Negative binomial theorem-proof by induction

Question

The binomial theorem with negative exponents is

$(1+x)^{-n}=\dfrac{1}{(1+x)^n}=\displaystyle\sum\limits_{k=0}^\infty{-n \choose k}x^k$

when $\lvert x\rvert<1$ and where $\displaystyle{-n\choose k}=(-1)^k{n+k-1 \choose k}$

I want proof it for induction on $n$:

for $n=1$ the geometric series $\dfrac{1}{1+x}=\displaystyle\sum\limits_{k=0}^\infty (-1)^kx^k$ is note. I suppose formula true for $n$ and considered $n+1$ case: A Mertens's theorem say that i multiply a absolute convergent series (as $\displaystyle\sum\limits_{k=0}^\infty (-1)^kx^k$) and a convergent series (as $\displaystyle\sum\limits_{k=0}^\infty{-n \choose k}x^k$ for inductive hypotesis) then this product is equal to Cauchy product series. Then $\dfrac{1}{(1+x)^{n+1}}=\dfrac{1}{(1+x)^n}\dfrac{1}{1+x}=$ $=\biggl(\displaystyle\sum\limits_{k=0}^\infty{-n \choose k}x^k\biggl)\biggr(\displaystyle\sum\limits_{k=0}^\infty (-1)^kx^k\biggr)=$

$=\displaystyle\sum\limits_{m=0}^\infty\sum\limits_{k=0}^m{-n \choose k}x^k(-1)^{m-k}x^{m-k}=\displaystyle\sum\limits_{m=0}^\infty\sum\limits_{k=0}^m(-1)^k{n+k-1 \choose k}x^m(-1)^{m-k}=$

$=\displaystyle\sum\limits_{m=0}^\infty x^m (-1)^m \sum\limits_{k=0}^m {n+k-1 \choose k}$.
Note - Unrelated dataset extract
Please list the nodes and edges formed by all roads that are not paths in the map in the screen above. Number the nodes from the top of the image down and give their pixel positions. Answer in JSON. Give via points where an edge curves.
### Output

In conclusion i want proof that $\displaystyle(-1)^m \sum\limits_{k=0}^m {n+k-1 \choose k}={-n-1 \choose m}$, i.e.$\displaystyle {n+m \choose m}=\sum\limits_{k=0}^m {n+k-1 \choose k}$.
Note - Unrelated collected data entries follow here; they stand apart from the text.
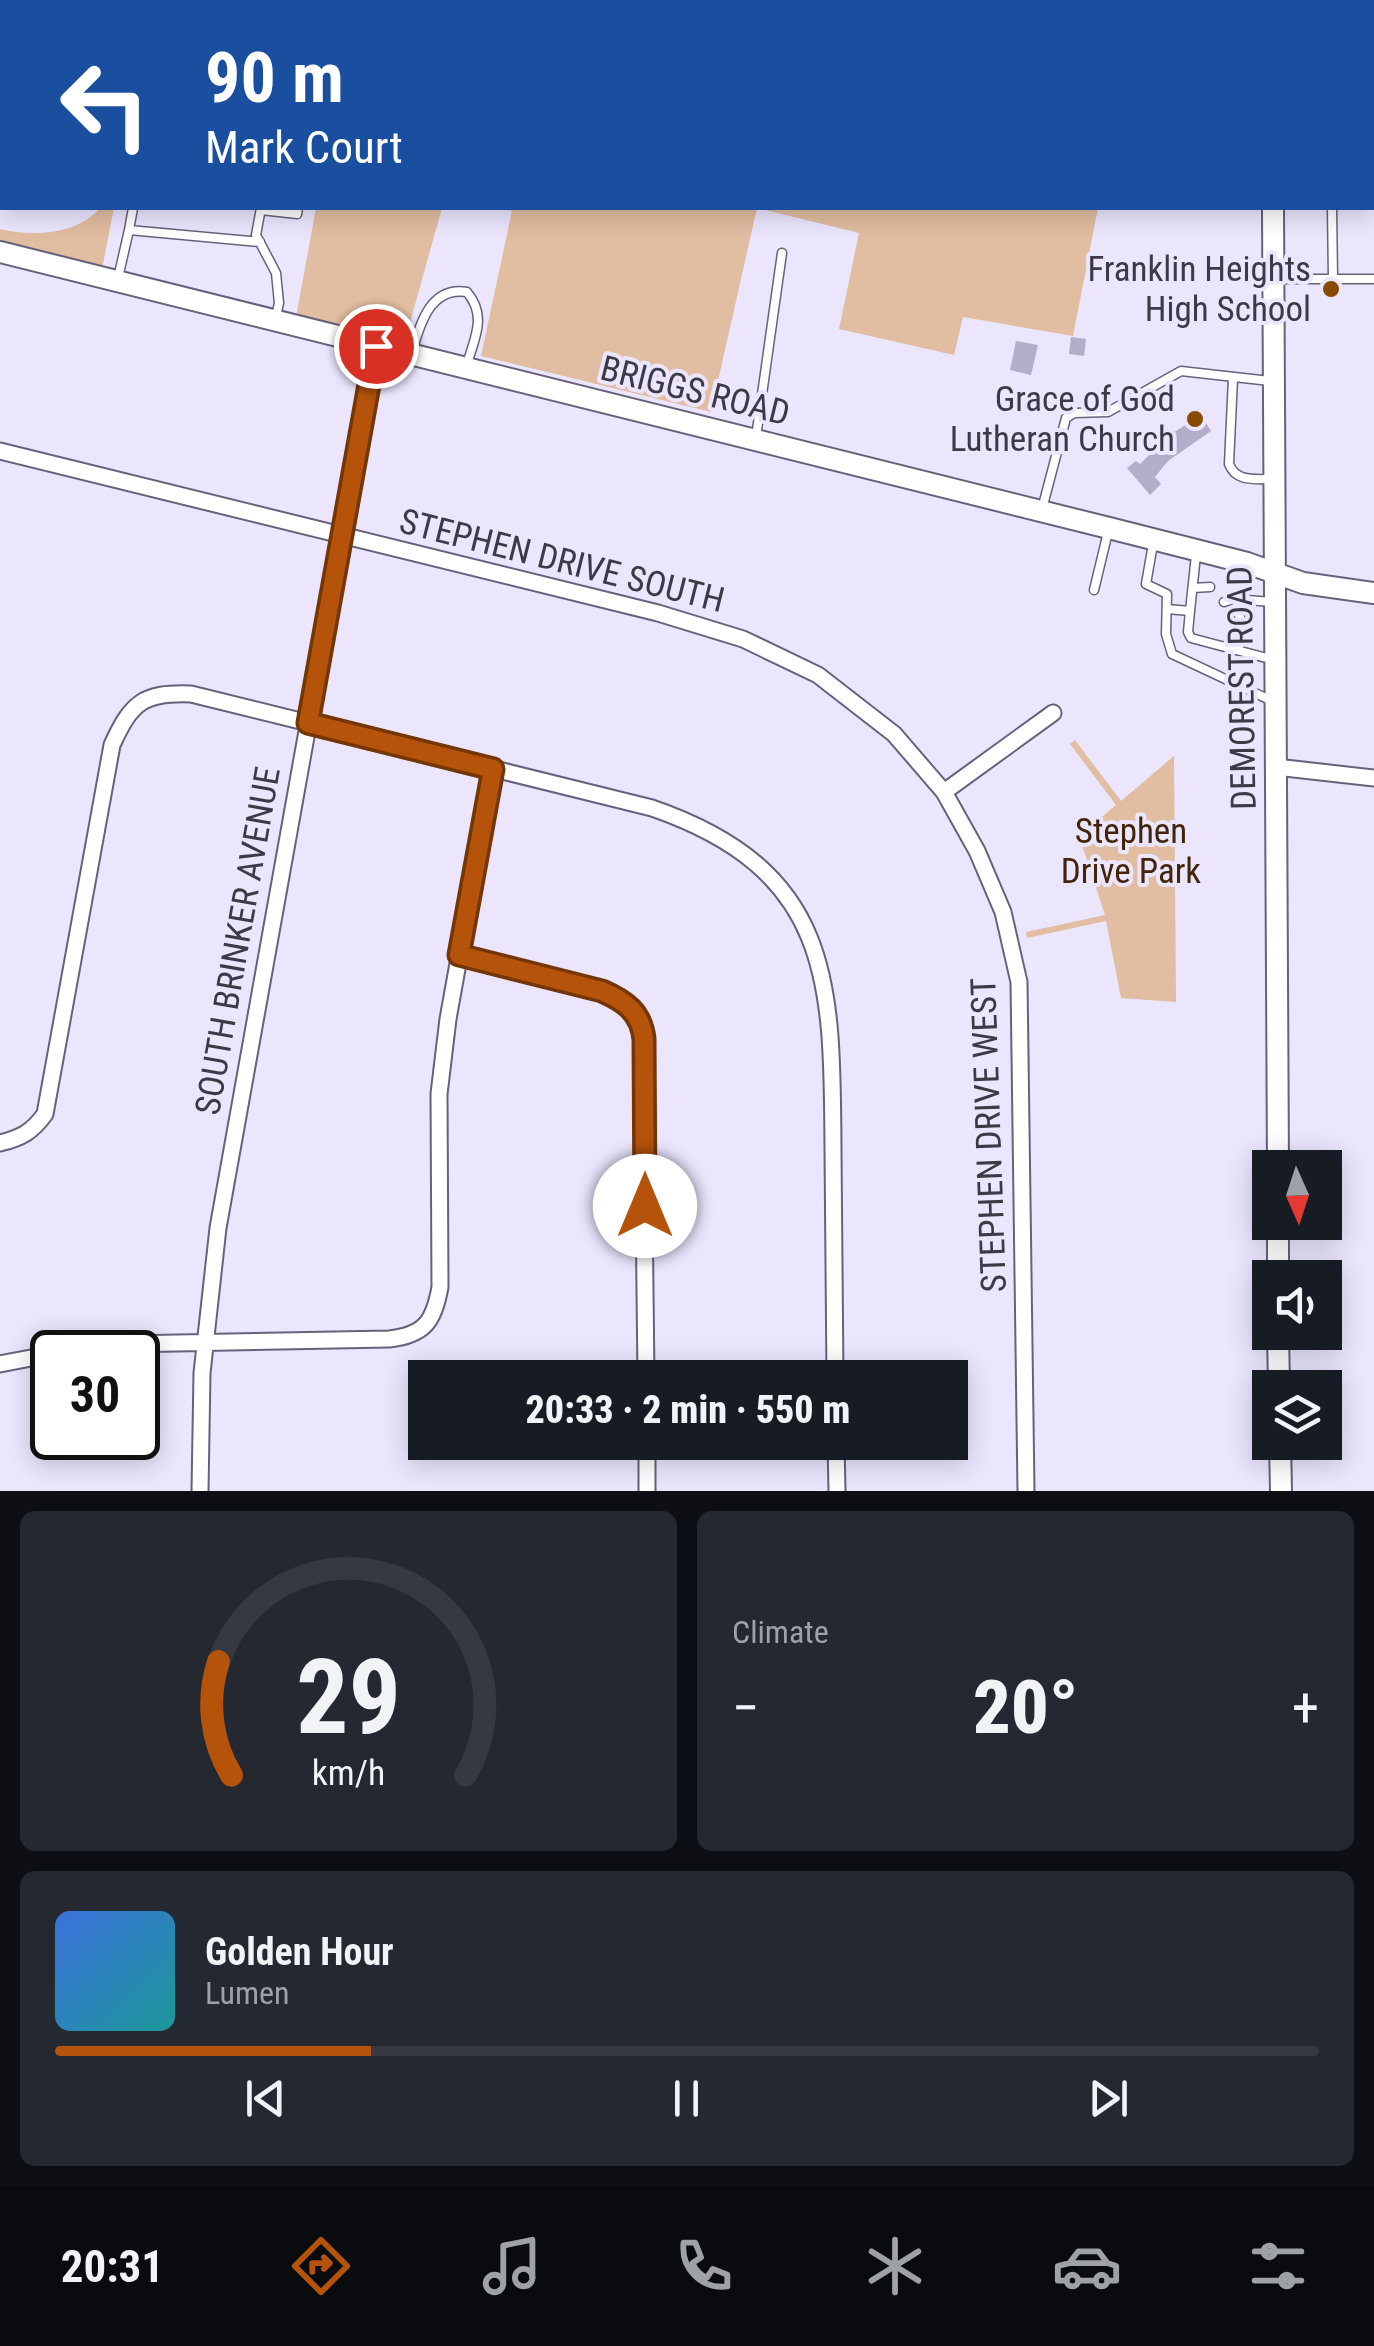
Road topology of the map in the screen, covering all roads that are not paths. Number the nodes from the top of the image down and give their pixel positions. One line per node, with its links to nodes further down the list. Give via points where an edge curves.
1 (133, 210): 7 (lane)
2 (261, 210): 8 (lane)
3 (268, 210): 4 (lane)
4 (298, 210)
5 (1273, 210): 11 (street, DEMOREST ROAD)
6 (1332, 210): 12 (lane)
7 (129, 230): 8 (lane); 14 (lane)
8 (260, 242): 15 (lane, via 276,273)
9 (0, 252): 14 (street, BRIGGS ROAD)
10 (782, 253): 21 (lane)
11 (1274, 279): 12 (lane); 20 (street, DEMOREST ROAD)
12 (1333, 279): 13 (lane)
13 (1374, 279)
14 (118, 281): 15 (street, BRIGGS ROAD)
15 (276, 320): 16 (street, BRIGGS ROAD)
16 (376, 346): 17 (street, BRIGGS ROAD); 26 (street, SOUTH BRINKER AVENUE)
17 (411, 354): 18 (street, BRIGGS ROAD); 18 (lane, via 438,296 467,292 478,304 478,325)
18 (466, 368): 21 (street, BRIGGS ROAD)
19 (1233, 378): 20 (lane); 23 (lane, via 1232,472); 24 (lane, via 1181,370 1108,412 1066,418)
20 (1274, 381): 23 (street, DEMOREST ROAD)
21 (755, 440): 24 (street, BRIGGS ROAD)
22 (0, 450): 26 (street, STEPHEN DRIVE SOUTH)
23 (1274, 479): 29 (street, DEMOREST ROAD)
24 (1042, 511): 25 (street, BRIGGS ROAD)
25 (1109, 528): 27 (street, BRIGGS ROAD); 30 (lane)
26 (342, 536): 43 (street, SOUTH BRINKER AVENUE); 47 (street, STEPHEN DRIVE SOUTH, via 743,638 818,675 894,734)
27 (1154, 539): 28 (street, BRIGGS ROAD); 35 (lane, via 1146,584 1167,594)
28 (1197, 550): 29 (street, BRIGGS ROAD); 37 (lane, via 1202,590)
29 (1273, 572): 32 (street, BRIGGS ROAD); 34 (street, DEMOREST ROAD)
30 (1094, 590)
31 (1227, 592): 36 (lane)
32 (1374, 593)
33 (1224, 602): 36 (lane)
34 (1273, 602): 36 (lane); 38 (street, DEMOREST ROAD)
35 (1167, 609): 37 (lane); 39 (lane, via 1172,654)
36 (1235, 610)
37 (1190, 611): 38 (lane, via 1189,636)
38 (1274, 660): 40 (street, DEMOREST ROAD)
39 (1240, 687): 40 (lane); 42 (lane)
40 (1275, 702): 44 (street, DEMOREST ROAD)
41 (1053, 713): 47 (street)
42 (1241, 718)
43 (308, 723): 45 (street); 49 (street, via 168,693 146,698 125,716 112,746 45,1114 35,1129); 51 (street, SOUTH BRINKER AVENUE, via 218,1228)
44 (1276, 767): 46 (street); 50 (street, DEMOREST ROAD)
45 (493, 769): 48 (street); 55 (street, via 698,824 734,846 796,910 812,941 832,1036)
46 (1374, 778)
47 (944, 792): 63 (street, STEPHEN DRIVE WEST, via 1004,912 1018,982)
48 (459, 955): 51 (street, via 439,1094 440,1287 424,1328 389,1339); 54 (street, via 602,991 636,1013 644,1039)
49 (5, 1142)
50 (1278, 1150)
51 (204, 1343): 52 (street); 60 (street, SOUTH BRINKER AVENUE)
52 (160, 1344)
53 (30, 1358): 56 (street)
54 (646, 1360)
55 (836, 1360)
56 (0, 1364)
57 (647, 1460): 61 (street)
58 (836, 1460): 62 (street)
59 (1281, 1460): 64 (street)
60 (200, 1491)
61 (647, 1491)
62 (837, 1491)
63 (1026, 1491)
64 (1282, 1491)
I ask if this last formula is true and help for proof it (induction on $m$?) and if my proof of negative binomial theorem is correct. Thanks

Ps. On wikipedia's binomial coefficient page there is: $\sum\limits_{r=0}^m \displaystyle\binom {n+r} r = \binom {n+m+1}{m}.$

Answer 1

Left Hand Side

Select $n$ numbers out of the set $\{1,2,...,n+m\}$. The number of possibility is given by the LHS:

$$ \binom{n+m}{n}=\binom{n+m}{m} $$

Right Hand Side

Select the largest number first. If the largest number is $n+k$ where $k\in\{0,1,...,m\}$, then we choose the remaining $n-1$ numbers out of $\{1,2,...,n+k-1\}$. The total number of possibilities is given by the RHS:

$$ \sum_{k=0}^{m}\binom{n+k-1}{n-1}=\sum_{k=0}^{m}\binom{n+k-1}{k} $$

Conclusion

Two expressions, counting the same number of possibilities, they must be equal, i.e.,

$$ \binom{n+m}{m}= \sum_{k=0}^{m}\binom{n+k-1}{k} $$

The part preceding this expression looks good to me too.

Answer 2

We show by induction on $m$ \begin{align*} \color{blue}{\sum_{k=0}^{m}\binom{n+k-1}{k}=\binom{n+m}{m}}\tag{1} \end{align*}

Base step: $m=0$

The left-hand side of (1) is \begin{align*} \sum_{k=0}^0\binom{n-1}{k}=\binom{n-1}{0}=1 \end{align*} Here we also assume that $n$ is a positive integer so that the upper index of $\binom{n-1}{k}$ is non-negative. The right-hand side of (1) is $\binom{n+0}{0}=1$ and the base step follows.

Induction hypothesis: We assume the validity of (1)

Induction step: $m\to m+1$ We obtain \begin{align*} \color{blue}{\sum_{k=0}^{m+1}\binom{n+k-1}{k}} &=\sum_{k=0}^{m}\binom{n+k-1}{k}+\binom{n+m}{m+1}\tag{2}\\ &=\binom{n+m}{m}+\binom{n+m}{m+1}\tag{3}\\ &\,\,\color{blue}{=\binom{n+m+1}{m+1}}\tag{4} \end{align*} and the claim (1) follows.

Comment:

• In (2) we separate the term with index $k=m+1$ from the sum.

• In (3) we apply the induction hypothesis.

• In (4) we use the binomial identity $\binom{p}{q}+\binom{p}{q-1}=\binom{p+1}{q}$.

Note: The identity (1) is known as Hockey stick identity.